* _TO DO_:
Every line below that holds the word "path" must be listed.

*** DATA TO USE Section Begins ***

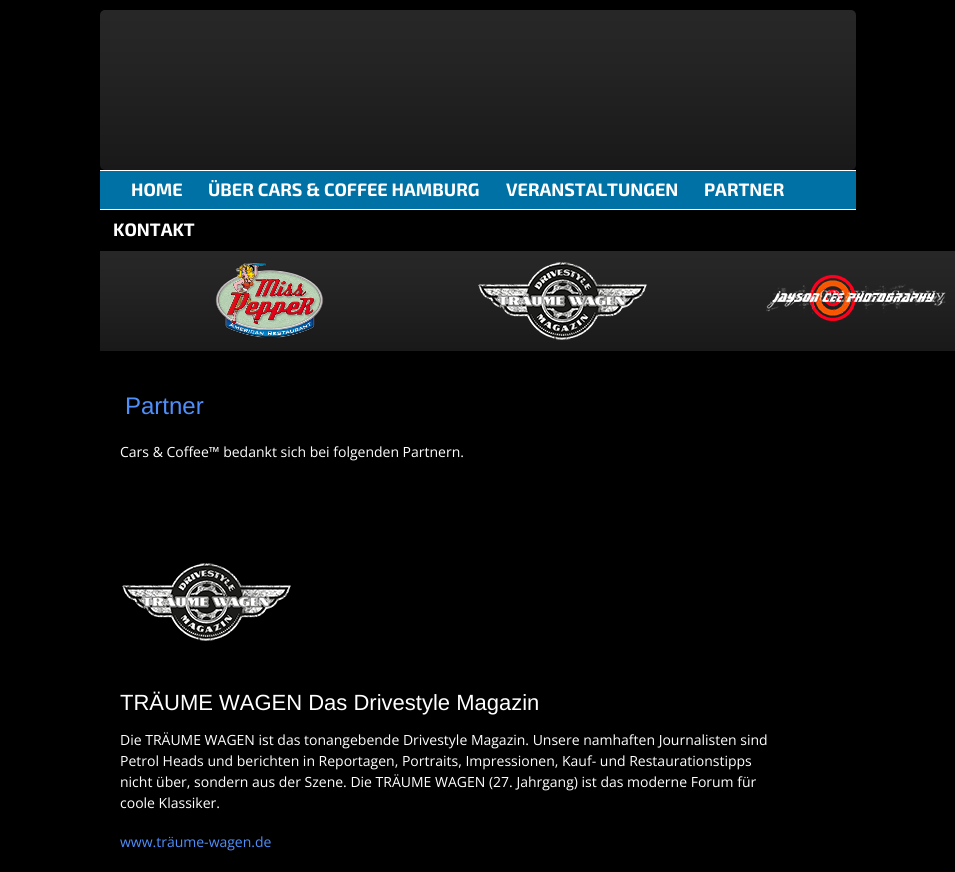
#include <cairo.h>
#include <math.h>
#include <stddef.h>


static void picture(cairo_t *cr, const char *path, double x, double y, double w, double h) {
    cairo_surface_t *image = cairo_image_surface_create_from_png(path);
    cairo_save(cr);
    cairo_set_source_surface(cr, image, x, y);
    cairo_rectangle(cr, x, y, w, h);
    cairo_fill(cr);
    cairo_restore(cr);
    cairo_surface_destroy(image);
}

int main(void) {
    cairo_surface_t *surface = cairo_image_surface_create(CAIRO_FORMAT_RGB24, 955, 872);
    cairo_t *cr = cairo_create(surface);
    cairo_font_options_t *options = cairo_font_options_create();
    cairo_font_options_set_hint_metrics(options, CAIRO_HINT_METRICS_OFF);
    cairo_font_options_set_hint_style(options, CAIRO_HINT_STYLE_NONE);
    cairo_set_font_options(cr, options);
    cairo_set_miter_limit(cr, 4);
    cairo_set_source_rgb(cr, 0, 0, 0);
    cairo_paint(cr);
    picture(cr, "img1.png", 100, 10, 756, 160);
    cairo_set_source_rgb(cr, 0, 0.443, 0.647);
    cairo_rectangle(cr, 100, 171, 756, 38);
    cairo_fill(cr);
    cairo_set_source_rgb(cr, 1, 1, 1);
    cairo_rectangle(cr, 100, 170, 756, 1);
    cairo_fill(cr);
    cairo_rectangle(cr, 100, 209, 756, 1);
    cairo_fill(cr);
    cairo_select_font_face(cr, "Exo 2", CAIRO_FONT_SLANT_NORMAL, CAIRO_FONT_WEIGHT_BOLD);
    cairo_set_font_size(cr, 18);
    cairo_move_to(cr, 131, 196);
    cairo_show_text(cr, "HOME");
    cairo_move_to(cr, 208, 196);
    cairo_show_text(cr, "ÜBER CARS & COFFEE HAMBURG");
    cairo_move_to(cr, 506, 196);
    cairo_show_text(cr, "VERANSTALTUNGEN");
    cairo_move_to(cr, 704, 196);
    cairo_show_text(cr, "PARTNER");
    cairo_move_to(cr, 113, 236);
    cairo_show_text(cr, "KONTAKT");
    picture(cr, "img2.png", 100, 251, 855, 100);
    picture(cr, "img3.png", 215, 262, 109, 76);
    picture(cr, "img4.png", 478, 262, 169, 78);
    picture(cr, "img5.png", 766, 274, 180, 48);
    cairo_select_font_face(cr, "Liberation Sans", CAIRO_FONT_SLANT_NORMAL, CAIRO_FONT_WEIGHT_NORMAL);
    cairo_set_font_size(cr, 24);
    cairo_set_source_rgb(cr, 0.306, 0.561, 0.98);
    cairo_move_to(cr, 125, 414);
    cairo_show_text(cr, "Partner");
    cairo_select_font_face(cr, "Open Sans", CAIRO_FONT_SLANT_NORMAL, CAIRO_FONT_WEIGHT_NORMAL);
    cairo_set_font_size(cr, 14);
    cairo_set_source_rgb(cr, 1, 1, 1);
    cairo_move_to(cr, 120, 457);
    cairo_show_text(cr, "Cars & Coffee™ bedankt sich bei folgenden Partnern.");
    picture(cr, "img6.png", 122, 563, 169, 78);
    cairo_select_font_face(cr, "Liberation Sans", CAIRO_FONT_SLANT_NORMAL, CAIRO_FONT_WEIGHT_NORMAL);
    cairo_set_font_size(cr, 22);
    cairo_move_to(cr, 120, 710);
    cairo_show_text(cr, "TRÄUME WAGEN Das Drivestyle Magazin");
    cairo_select_font_face(cr, "Open Sans", CAIRO_FONT_SLANT_NORMAL, CAIRO_FONT_WEIGHT_NORMAL);
    cairo_set_font_size(cr, 14);
    cairo_move_to(cr, 120, 745);
    cairo_show_text(cr, "Die TRÄUME WAGEN ist das tonangebende Drivestyle Magazin. Unsere namhaften Journalisten sind");
    cairo_move_to(cr, 120, 766);
    cairo_show_text(cr, "Petrol Heads und berichten in Reportagen, Portraits, Impressionen, Kauf- und Restaurationstipps");
    cairo_move_to(cr, 120, 787);
    cairo_show_text(cr, "nicht über, sondern aus der Szene. Die TRÄUME WAGEN (27. Jahrgang) ist das moderne Forum für");
    cairo_move_to(cr, 120, 808);
    cairo_show_text(cr, "coole Klassiker.");
    cairo_set_source_rgb(cr, 0.306, 0.561, 0.98);
    cairo_move_to(cr, 120, 847);
    cairo_show_text(cr, "www.träume-wagen.de");
    cairo_surface_write_to_png(surface, "page.png");
    cairo_font_options_destroy(options);
    cairo_destroy(cr);
    cairo_surface_destroy(surface);
    return 0;
}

*** DATA TO USE Section Ends ***

* _SOLUTION FOR THIS PROBLEM_:
static void picture(cairo_t *cr, const char *path, double x, double y, double w, double h) {
    cairo_surface_t *image = cairo_image_surface_create_from_png(path);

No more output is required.